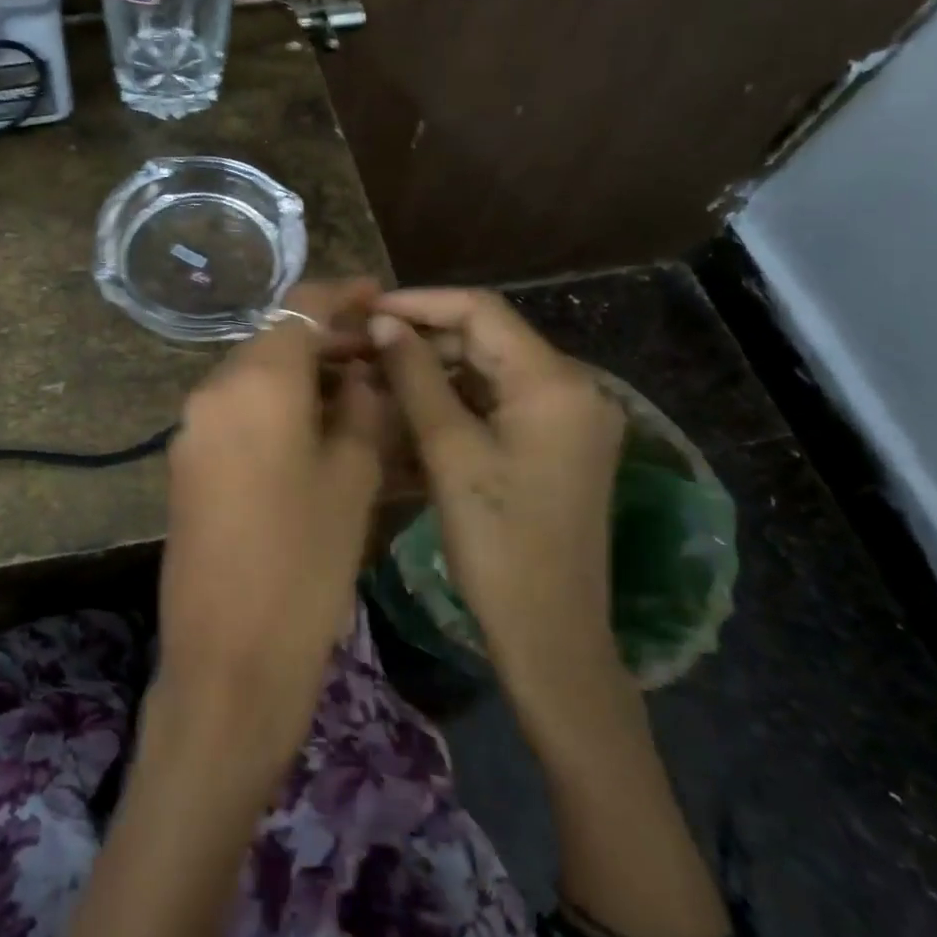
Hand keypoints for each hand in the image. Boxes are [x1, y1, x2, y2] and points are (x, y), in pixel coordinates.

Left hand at [153, 280, 385, 770]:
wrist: (229, 656)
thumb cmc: (305, 564)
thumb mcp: (352, 478)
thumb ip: (362, 409)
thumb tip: (363, 374)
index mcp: (256, 381)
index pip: (300, 306)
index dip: (343, 292)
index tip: (379, 293)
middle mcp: (212, 390)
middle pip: (273, 340)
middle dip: (325, 337)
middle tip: (379, 354)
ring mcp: (192, 427)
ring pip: (253, 376)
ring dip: (301, 373)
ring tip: (356, 392)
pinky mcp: (186, 461)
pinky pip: (236, 411)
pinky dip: (274, 405)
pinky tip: (312, 429)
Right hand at [370, 289, 628, 740]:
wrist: (550, 633)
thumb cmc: (497, 542)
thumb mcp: (449, 452)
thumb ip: (416, 377)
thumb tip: (384, 323)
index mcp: (555, 382)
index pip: (481, 311)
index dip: (419, 303)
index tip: (367, 311)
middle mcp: (573, 387)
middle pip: (487, 339)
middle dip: (422, 339)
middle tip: (362, 348)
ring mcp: (569, 418)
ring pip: (489, 371)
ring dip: (434, 371)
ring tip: (376, 377)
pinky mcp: (557, 444)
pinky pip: (499, 403)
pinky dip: (455, 402)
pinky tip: (410, 412)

**YOUR OBJECTIVE:** Scan the listing above and copy all lines containing the word "middle".

**RESULT BELOW:**
middle mcp: (212, 390)
middle pip: (273, 340)
middle dip: (325, 337)
middle tip: (379, 354)
middle mcp: (573, 387)
middle pip: (487, 339)
middle dip: (422, 339)
middle tip: (362, 348)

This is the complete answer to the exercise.